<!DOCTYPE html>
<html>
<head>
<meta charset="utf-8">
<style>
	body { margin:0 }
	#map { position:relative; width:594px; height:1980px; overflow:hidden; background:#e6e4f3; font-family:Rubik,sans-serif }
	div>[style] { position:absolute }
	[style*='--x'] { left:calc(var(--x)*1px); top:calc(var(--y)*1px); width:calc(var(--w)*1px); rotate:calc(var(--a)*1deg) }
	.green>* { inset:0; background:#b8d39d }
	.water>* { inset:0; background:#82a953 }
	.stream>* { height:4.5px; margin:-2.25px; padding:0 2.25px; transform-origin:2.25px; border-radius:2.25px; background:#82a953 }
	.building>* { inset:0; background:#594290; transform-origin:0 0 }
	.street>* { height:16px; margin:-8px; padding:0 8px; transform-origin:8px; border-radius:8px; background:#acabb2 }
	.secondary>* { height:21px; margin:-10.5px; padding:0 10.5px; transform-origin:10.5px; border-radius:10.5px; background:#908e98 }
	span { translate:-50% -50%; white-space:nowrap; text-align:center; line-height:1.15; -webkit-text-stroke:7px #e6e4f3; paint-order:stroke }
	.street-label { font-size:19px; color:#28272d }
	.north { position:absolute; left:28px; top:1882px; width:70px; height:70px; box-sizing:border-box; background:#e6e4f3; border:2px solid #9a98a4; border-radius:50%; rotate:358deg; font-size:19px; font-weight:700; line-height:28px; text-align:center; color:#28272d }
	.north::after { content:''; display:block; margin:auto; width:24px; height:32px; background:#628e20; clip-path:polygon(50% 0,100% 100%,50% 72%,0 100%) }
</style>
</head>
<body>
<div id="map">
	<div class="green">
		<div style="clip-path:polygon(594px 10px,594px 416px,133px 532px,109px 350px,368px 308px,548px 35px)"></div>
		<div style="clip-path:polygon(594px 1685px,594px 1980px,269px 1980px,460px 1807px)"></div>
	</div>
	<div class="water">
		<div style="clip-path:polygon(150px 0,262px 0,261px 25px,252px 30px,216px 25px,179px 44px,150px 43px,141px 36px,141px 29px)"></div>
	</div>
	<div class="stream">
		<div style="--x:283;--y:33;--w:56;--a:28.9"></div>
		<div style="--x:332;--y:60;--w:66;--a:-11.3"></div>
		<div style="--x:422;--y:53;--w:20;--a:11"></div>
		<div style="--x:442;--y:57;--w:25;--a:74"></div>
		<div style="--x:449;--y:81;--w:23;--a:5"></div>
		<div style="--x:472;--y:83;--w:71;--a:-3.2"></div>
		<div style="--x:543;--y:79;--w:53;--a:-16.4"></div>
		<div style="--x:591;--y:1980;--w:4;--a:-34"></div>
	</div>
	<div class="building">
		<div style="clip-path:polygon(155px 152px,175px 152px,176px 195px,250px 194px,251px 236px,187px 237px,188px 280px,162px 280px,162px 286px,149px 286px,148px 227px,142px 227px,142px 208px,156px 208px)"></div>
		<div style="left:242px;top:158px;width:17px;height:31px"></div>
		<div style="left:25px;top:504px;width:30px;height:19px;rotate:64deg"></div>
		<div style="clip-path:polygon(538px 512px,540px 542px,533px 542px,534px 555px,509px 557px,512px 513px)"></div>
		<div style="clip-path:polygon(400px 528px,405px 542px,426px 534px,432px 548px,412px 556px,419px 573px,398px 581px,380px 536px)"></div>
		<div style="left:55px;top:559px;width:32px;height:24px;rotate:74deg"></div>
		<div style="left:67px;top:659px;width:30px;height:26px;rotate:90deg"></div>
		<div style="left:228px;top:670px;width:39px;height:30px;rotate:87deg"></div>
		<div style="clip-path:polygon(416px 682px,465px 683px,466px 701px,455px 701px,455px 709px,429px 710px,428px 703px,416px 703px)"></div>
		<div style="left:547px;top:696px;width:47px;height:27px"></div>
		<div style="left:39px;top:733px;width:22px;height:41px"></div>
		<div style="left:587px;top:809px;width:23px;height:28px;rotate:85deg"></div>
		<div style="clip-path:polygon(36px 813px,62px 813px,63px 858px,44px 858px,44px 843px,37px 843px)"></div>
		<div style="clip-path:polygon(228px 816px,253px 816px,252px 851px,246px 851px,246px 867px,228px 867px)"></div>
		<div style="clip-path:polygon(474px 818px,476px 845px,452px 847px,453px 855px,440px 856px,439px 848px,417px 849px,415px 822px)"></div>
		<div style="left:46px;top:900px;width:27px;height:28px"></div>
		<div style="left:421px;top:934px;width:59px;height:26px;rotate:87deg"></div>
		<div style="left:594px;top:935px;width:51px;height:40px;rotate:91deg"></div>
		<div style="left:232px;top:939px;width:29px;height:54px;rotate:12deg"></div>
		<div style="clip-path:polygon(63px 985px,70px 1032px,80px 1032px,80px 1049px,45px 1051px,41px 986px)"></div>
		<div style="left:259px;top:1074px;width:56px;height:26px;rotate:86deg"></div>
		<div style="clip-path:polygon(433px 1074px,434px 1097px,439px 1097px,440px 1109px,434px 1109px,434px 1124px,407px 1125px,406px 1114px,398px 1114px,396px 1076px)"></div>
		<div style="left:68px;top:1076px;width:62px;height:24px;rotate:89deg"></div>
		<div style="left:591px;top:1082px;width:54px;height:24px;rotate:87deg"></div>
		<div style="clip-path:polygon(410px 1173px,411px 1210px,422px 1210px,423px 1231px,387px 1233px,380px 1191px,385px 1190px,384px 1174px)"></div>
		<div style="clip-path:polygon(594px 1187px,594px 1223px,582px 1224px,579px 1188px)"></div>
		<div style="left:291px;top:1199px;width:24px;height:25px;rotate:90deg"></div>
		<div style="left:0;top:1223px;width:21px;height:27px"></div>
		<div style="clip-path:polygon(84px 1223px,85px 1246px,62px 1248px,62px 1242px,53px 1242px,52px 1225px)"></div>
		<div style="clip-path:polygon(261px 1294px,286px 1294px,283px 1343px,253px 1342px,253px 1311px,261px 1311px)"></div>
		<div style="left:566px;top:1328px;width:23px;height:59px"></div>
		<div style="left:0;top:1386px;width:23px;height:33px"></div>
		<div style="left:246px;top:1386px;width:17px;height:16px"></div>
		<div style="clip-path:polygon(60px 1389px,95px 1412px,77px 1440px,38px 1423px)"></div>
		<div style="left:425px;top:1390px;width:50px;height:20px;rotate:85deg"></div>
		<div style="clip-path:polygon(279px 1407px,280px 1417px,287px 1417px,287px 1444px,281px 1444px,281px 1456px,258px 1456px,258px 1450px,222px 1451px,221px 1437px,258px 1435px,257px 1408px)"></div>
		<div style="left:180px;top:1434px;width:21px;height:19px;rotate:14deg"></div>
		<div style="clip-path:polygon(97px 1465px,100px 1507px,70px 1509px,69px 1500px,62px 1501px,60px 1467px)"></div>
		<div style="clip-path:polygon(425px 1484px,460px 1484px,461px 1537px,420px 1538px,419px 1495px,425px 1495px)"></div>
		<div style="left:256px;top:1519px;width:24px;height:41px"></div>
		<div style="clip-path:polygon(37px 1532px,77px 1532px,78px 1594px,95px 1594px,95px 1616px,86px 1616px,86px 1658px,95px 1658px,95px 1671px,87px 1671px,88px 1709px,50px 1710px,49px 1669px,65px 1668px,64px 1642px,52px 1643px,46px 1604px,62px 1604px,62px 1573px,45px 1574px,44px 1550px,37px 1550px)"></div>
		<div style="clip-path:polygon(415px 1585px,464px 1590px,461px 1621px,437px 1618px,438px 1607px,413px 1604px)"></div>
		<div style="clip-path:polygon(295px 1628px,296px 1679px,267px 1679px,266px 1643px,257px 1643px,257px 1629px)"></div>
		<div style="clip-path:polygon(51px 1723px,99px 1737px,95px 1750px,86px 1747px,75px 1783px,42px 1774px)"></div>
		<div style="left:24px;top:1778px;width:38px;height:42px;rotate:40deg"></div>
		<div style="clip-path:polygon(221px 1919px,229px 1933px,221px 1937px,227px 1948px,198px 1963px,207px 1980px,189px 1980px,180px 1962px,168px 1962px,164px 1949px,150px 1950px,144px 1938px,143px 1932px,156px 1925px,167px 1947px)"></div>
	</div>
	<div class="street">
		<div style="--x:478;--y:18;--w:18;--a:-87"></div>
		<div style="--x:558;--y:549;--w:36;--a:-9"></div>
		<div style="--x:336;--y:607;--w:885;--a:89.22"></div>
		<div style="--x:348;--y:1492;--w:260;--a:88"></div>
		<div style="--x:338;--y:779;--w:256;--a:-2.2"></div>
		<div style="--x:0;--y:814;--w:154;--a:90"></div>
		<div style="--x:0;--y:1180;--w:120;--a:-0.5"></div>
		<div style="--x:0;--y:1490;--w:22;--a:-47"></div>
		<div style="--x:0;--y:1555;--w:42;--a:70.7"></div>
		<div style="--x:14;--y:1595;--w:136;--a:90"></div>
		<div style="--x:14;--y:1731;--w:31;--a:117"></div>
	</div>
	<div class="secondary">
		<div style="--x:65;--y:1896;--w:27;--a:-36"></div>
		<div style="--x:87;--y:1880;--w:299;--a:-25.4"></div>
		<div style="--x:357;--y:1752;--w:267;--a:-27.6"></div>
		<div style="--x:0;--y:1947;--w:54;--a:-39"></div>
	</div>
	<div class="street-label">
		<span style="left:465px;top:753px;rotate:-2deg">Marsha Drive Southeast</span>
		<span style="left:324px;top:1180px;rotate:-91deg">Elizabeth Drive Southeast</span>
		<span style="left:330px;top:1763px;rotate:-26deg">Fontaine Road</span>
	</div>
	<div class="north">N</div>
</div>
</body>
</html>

• _THE PROBLEM_
Please retype the listing word for word, from its first line through the line containing "position:absolute; left:28px; top:1882px;", and add nothing else.

• _TASK SOLUTION_
<!DOCTYPE html>
<html>
<head>
<meta charset="utf-8">
<style>
	body { margin:0 }
	#map { position:relative; width:594px; height:1980px; overflow:hidden; background:#e6e4f3; font-family:Rubik,sans-serif }
	div>[style] { position:absolute }
	[style*='--x'] { left:calc(var(--x)*1px); top:calc(var(--y)*1px); width:calc(var(--w)*1px); rotate:calc(var(--a)*1deg) }
	.green>* { inset:0; background:#b8d39d }
	.water>* { inset:0; background:#82a953 }
	.stream>* { height:4.5px; margin:-2.25px; padding:0 2.25px; transform-origin:2.25px; border-radius:2.25px; background:#82a953 }
	.building>* { inset:0; background:#594290; transform-origin:0 0 }
	.street>* { height:16px; margin:-8px; padding:0 8px; transform-origin:8px; border-radius:8px; background:#acabb2 }
	.secondary>* { height:21px; margin:-10.5px; padding:0 10.5px; transform-origin:10.5px; border-radius:10.5px; background:#908e98 }
	span { translate:-50% -50%; white-space:nowrap; text-align:center; line-height:1.15; -webkit-text-stroke:7px #e6e4f3; paint-order:stroke }
	.street-label { font-size:19px; color:#28272d }
	.north { position:absolute; left:28px; top:1882px; width:70px; height:70px; box-sizing:border-box; background:#e6e4f3; border:2px solid #9a98a4; border-radius:50%; rotate:358deg; font-size:19px; font-weight:700; line-height:28px; text-align:center; color:#28272d }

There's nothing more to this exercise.